Task goal: Filter the records for "edges" and keep each line that has it.
···
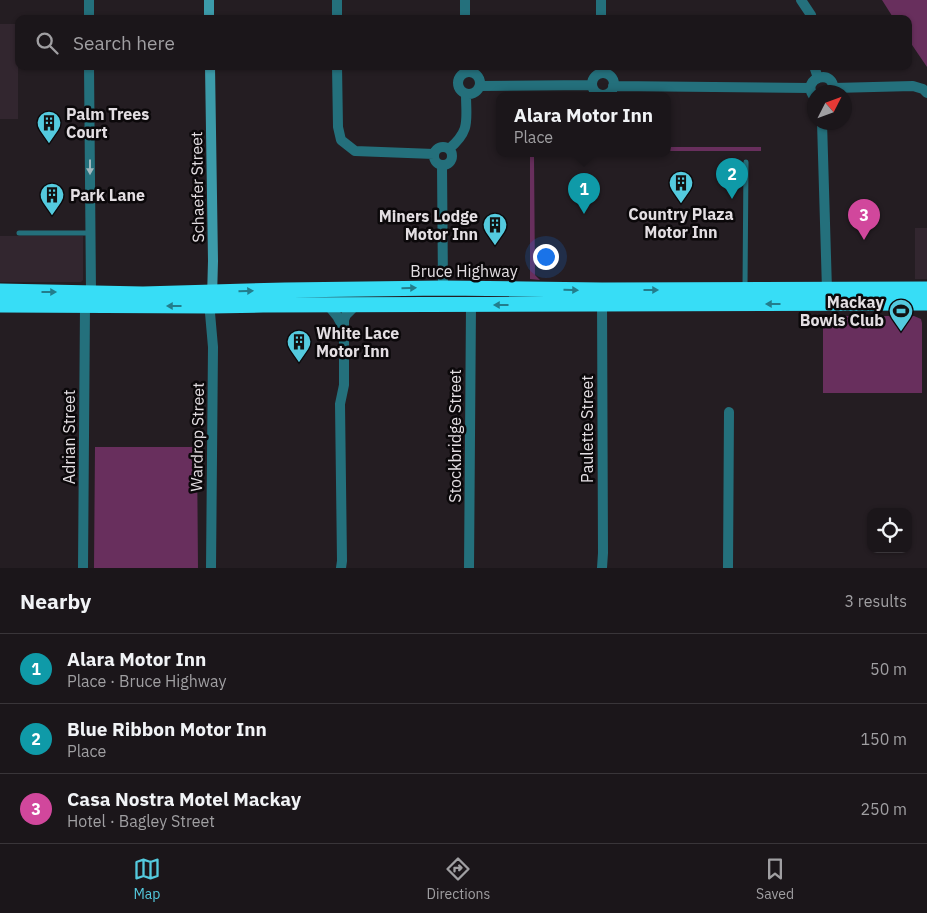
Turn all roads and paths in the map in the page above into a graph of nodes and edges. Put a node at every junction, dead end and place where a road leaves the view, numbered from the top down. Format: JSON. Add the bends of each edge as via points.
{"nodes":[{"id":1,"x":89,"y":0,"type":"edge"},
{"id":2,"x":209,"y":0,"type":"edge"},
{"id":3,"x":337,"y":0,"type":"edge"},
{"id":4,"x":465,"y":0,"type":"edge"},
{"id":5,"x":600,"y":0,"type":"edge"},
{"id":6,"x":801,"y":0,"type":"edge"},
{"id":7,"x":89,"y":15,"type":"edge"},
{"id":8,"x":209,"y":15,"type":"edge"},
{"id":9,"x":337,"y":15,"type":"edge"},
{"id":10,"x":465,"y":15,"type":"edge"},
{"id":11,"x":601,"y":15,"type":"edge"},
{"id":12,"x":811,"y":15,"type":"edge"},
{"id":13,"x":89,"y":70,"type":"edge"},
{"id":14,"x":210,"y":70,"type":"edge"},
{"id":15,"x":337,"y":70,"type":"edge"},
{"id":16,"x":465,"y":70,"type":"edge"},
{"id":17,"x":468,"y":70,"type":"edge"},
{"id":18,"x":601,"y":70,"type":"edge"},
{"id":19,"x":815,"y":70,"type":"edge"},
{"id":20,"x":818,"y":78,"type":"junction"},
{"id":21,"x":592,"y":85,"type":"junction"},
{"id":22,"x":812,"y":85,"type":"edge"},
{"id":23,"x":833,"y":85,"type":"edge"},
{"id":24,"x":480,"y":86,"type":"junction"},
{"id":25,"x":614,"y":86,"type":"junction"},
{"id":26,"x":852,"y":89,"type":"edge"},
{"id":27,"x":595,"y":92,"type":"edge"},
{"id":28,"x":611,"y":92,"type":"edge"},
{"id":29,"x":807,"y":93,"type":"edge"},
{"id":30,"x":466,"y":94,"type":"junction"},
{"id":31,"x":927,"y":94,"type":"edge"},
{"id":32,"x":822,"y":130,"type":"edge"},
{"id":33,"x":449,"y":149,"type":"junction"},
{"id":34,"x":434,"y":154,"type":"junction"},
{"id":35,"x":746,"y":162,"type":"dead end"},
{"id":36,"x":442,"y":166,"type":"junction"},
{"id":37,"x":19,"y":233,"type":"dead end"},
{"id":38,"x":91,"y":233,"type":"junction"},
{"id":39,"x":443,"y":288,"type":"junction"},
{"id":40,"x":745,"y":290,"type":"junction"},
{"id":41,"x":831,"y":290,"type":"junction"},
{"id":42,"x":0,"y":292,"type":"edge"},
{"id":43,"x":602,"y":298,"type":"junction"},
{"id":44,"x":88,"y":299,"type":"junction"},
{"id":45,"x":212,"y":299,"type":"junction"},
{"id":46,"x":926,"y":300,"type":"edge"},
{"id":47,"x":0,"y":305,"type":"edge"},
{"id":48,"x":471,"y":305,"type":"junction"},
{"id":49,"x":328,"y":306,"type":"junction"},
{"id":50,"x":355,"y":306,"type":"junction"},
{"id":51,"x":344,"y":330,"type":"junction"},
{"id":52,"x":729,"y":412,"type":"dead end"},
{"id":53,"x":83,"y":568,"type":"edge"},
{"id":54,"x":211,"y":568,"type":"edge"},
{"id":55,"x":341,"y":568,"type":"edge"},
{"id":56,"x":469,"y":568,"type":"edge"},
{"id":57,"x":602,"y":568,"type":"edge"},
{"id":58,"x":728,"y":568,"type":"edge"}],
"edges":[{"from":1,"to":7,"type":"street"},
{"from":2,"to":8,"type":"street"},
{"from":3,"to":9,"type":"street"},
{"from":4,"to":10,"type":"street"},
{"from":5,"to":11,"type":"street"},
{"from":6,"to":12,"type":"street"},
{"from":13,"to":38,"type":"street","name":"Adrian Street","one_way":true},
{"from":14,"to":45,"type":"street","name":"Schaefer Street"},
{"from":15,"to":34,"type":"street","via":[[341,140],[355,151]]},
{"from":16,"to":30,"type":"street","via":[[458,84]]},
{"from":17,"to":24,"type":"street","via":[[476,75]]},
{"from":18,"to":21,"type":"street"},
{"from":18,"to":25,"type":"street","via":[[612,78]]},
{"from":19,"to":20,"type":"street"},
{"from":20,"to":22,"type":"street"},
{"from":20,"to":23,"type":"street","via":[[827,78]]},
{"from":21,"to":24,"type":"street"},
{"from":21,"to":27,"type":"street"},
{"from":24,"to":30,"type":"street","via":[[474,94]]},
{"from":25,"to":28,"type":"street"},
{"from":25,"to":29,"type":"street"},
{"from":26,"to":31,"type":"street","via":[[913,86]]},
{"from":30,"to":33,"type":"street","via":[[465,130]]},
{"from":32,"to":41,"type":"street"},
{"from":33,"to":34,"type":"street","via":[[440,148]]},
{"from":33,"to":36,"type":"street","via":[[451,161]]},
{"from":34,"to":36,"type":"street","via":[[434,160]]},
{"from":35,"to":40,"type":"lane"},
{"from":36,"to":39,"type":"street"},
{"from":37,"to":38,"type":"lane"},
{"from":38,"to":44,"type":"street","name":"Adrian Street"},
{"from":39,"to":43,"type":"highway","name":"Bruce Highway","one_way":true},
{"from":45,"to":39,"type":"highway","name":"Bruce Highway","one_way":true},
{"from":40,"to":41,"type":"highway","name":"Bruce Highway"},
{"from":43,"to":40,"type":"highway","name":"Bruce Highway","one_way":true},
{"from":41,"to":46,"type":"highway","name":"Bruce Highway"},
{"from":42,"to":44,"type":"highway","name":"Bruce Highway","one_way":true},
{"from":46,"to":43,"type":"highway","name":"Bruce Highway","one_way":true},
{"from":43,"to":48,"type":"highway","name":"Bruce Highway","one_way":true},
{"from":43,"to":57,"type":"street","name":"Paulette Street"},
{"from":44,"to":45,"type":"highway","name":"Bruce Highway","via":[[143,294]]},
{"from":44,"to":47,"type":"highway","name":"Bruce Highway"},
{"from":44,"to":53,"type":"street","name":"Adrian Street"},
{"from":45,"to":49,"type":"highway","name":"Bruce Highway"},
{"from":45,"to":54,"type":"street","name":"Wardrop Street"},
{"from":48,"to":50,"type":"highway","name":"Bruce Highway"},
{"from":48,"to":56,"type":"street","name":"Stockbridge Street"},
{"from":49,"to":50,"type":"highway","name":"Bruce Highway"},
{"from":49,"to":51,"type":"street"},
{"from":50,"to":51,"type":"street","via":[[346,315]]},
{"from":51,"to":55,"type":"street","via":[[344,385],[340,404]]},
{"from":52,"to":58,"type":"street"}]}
···
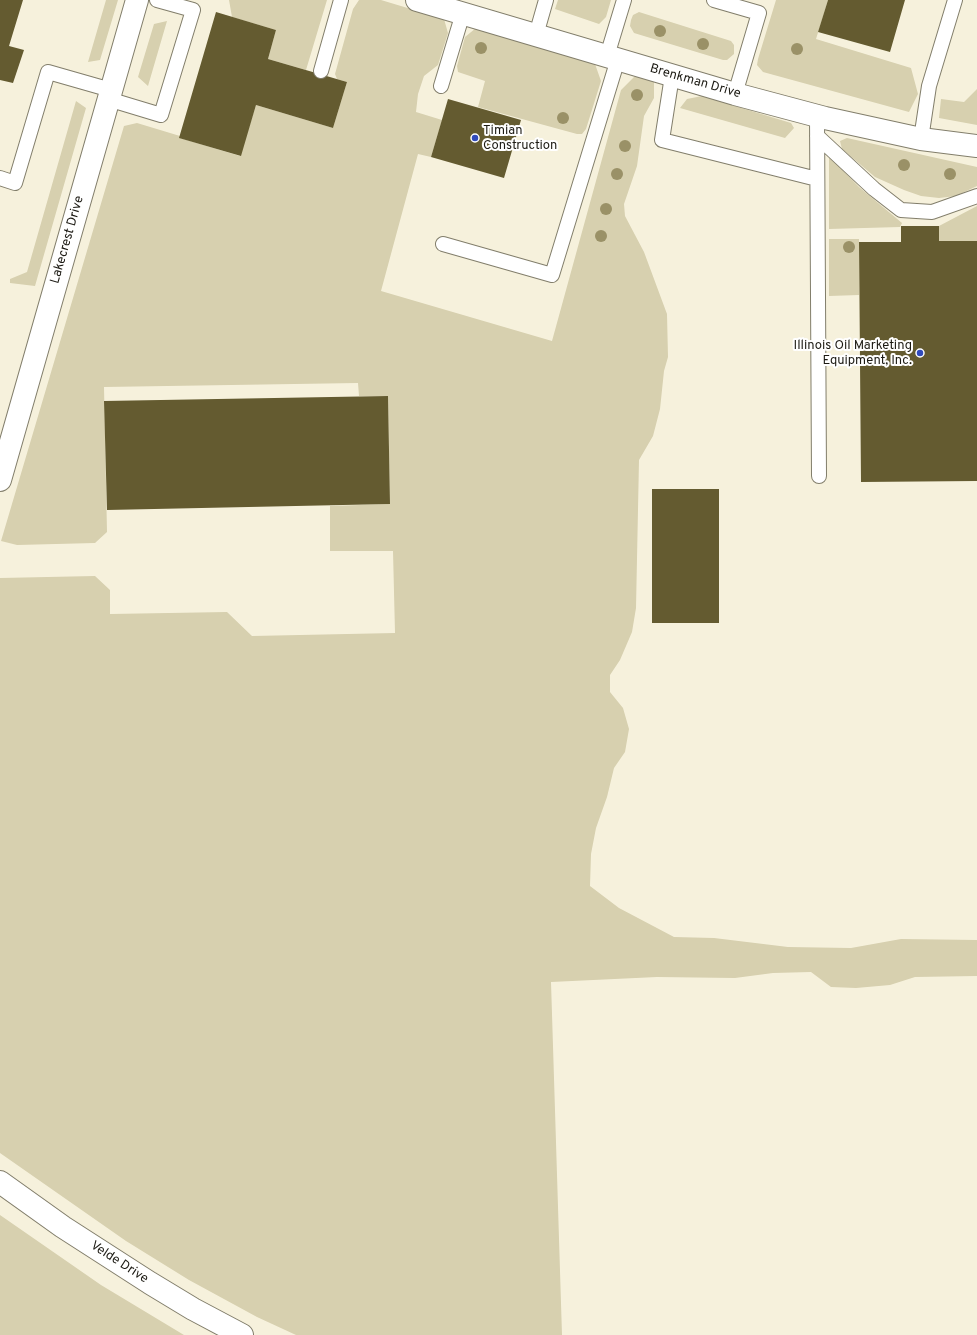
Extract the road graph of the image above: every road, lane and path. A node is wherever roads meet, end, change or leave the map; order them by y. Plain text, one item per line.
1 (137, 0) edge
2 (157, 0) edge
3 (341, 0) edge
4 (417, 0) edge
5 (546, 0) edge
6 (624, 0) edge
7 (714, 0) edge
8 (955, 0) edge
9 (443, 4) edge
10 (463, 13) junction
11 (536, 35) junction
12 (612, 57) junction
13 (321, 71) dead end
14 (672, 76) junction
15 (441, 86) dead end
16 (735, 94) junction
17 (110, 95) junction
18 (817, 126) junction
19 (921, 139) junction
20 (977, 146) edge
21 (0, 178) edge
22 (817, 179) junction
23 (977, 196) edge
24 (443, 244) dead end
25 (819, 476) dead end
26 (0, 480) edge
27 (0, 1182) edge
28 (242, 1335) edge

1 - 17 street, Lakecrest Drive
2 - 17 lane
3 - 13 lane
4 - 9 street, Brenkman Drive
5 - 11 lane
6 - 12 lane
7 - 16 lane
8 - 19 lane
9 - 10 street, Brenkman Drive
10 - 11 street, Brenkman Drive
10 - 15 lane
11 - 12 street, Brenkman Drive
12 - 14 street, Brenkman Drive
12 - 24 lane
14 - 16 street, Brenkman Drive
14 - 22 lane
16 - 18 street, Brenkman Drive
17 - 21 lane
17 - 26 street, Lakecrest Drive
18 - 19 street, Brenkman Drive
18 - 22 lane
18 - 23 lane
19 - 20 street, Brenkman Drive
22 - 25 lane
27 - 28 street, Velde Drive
···
Solution for this problem:
Turn all roads and paths in the map in the page above into a graph of nodes and edges. Put a node at every junction, dead end and place where a road leaves the view, numbered from the top down. Format: JSON. Add the bends of each edge as via points.
"edges":[{"from":1,"to":7,"type":"street"},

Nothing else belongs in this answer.